Rain, rain, go away. Come again some other day. That was the only charm Hasso knew along those lines. Just on the off chance, he chanted it up at the heavens, first in German and then in Lenello. The rain kept right on falling. He hadn't expected anything different. He sighed. It would have been nice if things were simple.

Since they weren't, he went to talk with Velona. She wore a thick wool cloak with a hood, not very different from Otset's. It smelled powerfully of sheep, and so was probably good and greasy — better than the one he had on, anyhow. She heard him out, her face getting graver and graver as he went on. Then she said, "Well, you can try."

"What's that supposed to mean?" Hasso asked.

"Weather magic is never easy," she answered, her tone as somber as her expression. "And weather magic in Bucovin will be harder yet. That wretch of an Otset wasn't wrong. I've seen it for myself, and I've spoken of it with you — there is a bond between the Grenye and the land here. It isn't magic. I don't know what the right name for it is. But it is real."

"What can I do about it? How can I beat it?"

She shrugged, which made water bead up and run down the cloak. "Do the best you can, Hasso Pemsel. I will pray to the goddess to grant you favor and lend strength to your spell. Back in our own lands, I am sure she would hearken to me. Here — " Velona shrugged again and spread her hands. Raindrops splashed off her palms, which did nothing to encourage Hasso.

He scratched his beard. By now, he was used to wearing it. It had got long enough not to itch any more. Back in the Wehrmacht, he'd had to shave it off when he found the chance. The only problem with it was that it gave lice more room to roam when he got infested.

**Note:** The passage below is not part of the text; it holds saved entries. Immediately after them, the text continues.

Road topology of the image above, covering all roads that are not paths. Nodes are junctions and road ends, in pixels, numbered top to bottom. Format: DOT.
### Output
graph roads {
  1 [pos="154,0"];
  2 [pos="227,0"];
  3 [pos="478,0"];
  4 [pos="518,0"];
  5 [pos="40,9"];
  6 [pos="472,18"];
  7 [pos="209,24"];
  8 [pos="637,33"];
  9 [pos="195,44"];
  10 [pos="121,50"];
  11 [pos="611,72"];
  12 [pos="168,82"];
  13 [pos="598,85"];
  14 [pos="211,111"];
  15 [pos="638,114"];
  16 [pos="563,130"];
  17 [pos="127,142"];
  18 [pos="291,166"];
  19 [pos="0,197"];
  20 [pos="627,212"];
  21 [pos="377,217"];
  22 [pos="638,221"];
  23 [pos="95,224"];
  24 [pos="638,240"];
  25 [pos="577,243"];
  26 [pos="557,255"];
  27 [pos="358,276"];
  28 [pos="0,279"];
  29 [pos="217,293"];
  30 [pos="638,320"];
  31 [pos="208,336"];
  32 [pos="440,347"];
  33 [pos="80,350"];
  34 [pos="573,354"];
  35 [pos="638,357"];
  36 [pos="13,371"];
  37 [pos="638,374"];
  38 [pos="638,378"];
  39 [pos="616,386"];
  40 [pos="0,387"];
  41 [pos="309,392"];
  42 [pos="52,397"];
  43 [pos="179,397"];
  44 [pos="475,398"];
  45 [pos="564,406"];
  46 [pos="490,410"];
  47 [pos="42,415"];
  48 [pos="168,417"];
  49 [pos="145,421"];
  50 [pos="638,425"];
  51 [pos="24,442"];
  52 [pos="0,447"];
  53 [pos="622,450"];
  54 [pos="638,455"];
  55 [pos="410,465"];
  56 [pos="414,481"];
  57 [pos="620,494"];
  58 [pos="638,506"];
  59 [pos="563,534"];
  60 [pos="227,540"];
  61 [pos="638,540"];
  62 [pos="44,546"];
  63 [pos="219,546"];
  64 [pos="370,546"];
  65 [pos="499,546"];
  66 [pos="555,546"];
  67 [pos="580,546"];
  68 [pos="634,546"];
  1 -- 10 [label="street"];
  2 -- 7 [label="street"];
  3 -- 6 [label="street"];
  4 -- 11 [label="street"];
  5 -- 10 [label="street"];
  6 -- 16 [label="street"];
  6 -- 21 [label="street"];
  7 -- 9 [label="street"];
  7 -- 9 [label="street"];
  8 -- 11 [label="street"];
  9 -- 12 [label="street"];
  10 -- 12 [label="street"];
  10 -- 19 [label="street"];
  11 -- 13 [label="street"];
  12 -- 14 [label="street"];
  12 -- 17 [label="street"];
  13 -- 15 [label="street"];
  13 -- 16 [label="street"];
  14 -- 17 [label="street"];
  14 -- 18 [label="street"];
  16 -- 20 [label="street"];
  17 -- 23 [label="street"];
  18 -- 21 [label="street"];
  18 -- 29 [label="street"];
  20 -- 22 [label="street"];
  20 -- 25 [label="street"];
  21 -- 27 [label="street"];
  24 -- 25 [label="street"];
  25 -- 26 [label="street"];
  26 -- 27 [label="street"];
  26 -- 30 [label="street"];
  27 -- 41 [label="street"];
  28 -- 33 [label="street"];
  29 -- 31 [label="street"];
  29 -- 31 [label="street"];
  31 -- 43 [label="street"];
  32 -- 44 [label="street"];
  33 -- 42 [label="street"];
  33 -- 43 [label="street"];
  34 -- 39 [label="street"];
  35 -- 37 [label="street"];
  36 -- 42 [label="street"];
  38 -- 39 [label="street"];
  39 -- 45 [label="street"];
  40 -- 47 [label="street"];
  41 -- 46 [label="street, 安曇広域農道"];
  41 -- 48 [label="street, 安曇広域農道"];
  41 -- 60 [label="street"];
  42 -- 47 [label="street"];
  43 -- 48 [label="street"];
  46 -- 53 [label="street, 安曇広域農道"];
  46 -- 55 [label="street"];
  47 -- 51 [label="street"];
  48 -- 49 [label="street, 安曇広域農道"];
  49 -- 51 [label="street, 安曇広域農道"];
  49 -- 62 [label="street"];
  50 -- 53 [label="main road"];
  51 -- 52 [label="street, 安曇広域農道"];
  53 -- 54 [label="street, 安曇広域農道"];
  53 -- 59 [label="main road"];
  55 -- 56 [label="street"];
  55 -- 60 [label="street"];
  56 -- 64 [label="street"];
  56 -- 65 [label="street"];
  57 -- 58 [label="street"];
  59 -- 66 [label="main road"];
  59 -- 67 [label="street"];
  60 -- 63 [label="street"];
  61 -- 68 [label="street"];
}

What was the opposite of rain? Sunshine. Brilliant, Hasso, he told himself. He couldn't pull the sun out of a pouch on his belt. He could, he supposed, make a fire and use that to symbolize the sun. Maybe it would serve, if he could get a fire going in this dripping, puddle-filled land. And the opposite of wet was dry. If he could find a dry sponge or even a dry cloth to symbolize soaking up the rainwater, he could try his magic.

Maybe it would work. Even if it didn't, King Bottero would know he'd tried. Sometimes making the effort counted as much as succeeding or failing. The Germans had put in plenty of pointless attacks against the Russians to keep Hitler happy, and then gone back to what really needed doing. Hasso understood how that game was played.

As she had with his first spell, Velona helped him here. He was convinced he had even fewer poetic gifts in Lenello than in German. But she nodded as they worked together. "You've got a good notion of how magic is supposed to work," she told him.

"You say the sweetest things, darling," Hasso answered, deadpan. Velona's face lit up like a flashbulb — a comparison that, in all this world, would have occurred to him alone. He added, "If only it were true." The subjunctive was for talking about conditions contrary to fact. He used it here without the slightest hesitation.

Bottero's army slogged and sloshed forward, not going anywhere very fast. In Russia, even tracked vehicles bogged down in mud like this. The Ivans had light wagons with enormous wheels, wagons that almost doubled as boats, that could navigate such slop. Every German outfit tried to lay hold of a few of them. Hasso hadn't seen anything like them here. He could describe them to Lenello wainwrights, but they wouldn't get built in time to do any good on this campaign. And so… So I get to work magic, he thought. Again.

He waited till the army stopped to encamp for the evening. That was in midafternoon, not only because darkness came even earlier with the clouds but also because the Lenelli needed extra time to set up an elaborate web of sentries. The Bucovinans liked to sneak in a few marauders to hamstring horses and murder men in their tents. If the raiders died instead, that might discourage them. It would certainly discourage the ones who got killed.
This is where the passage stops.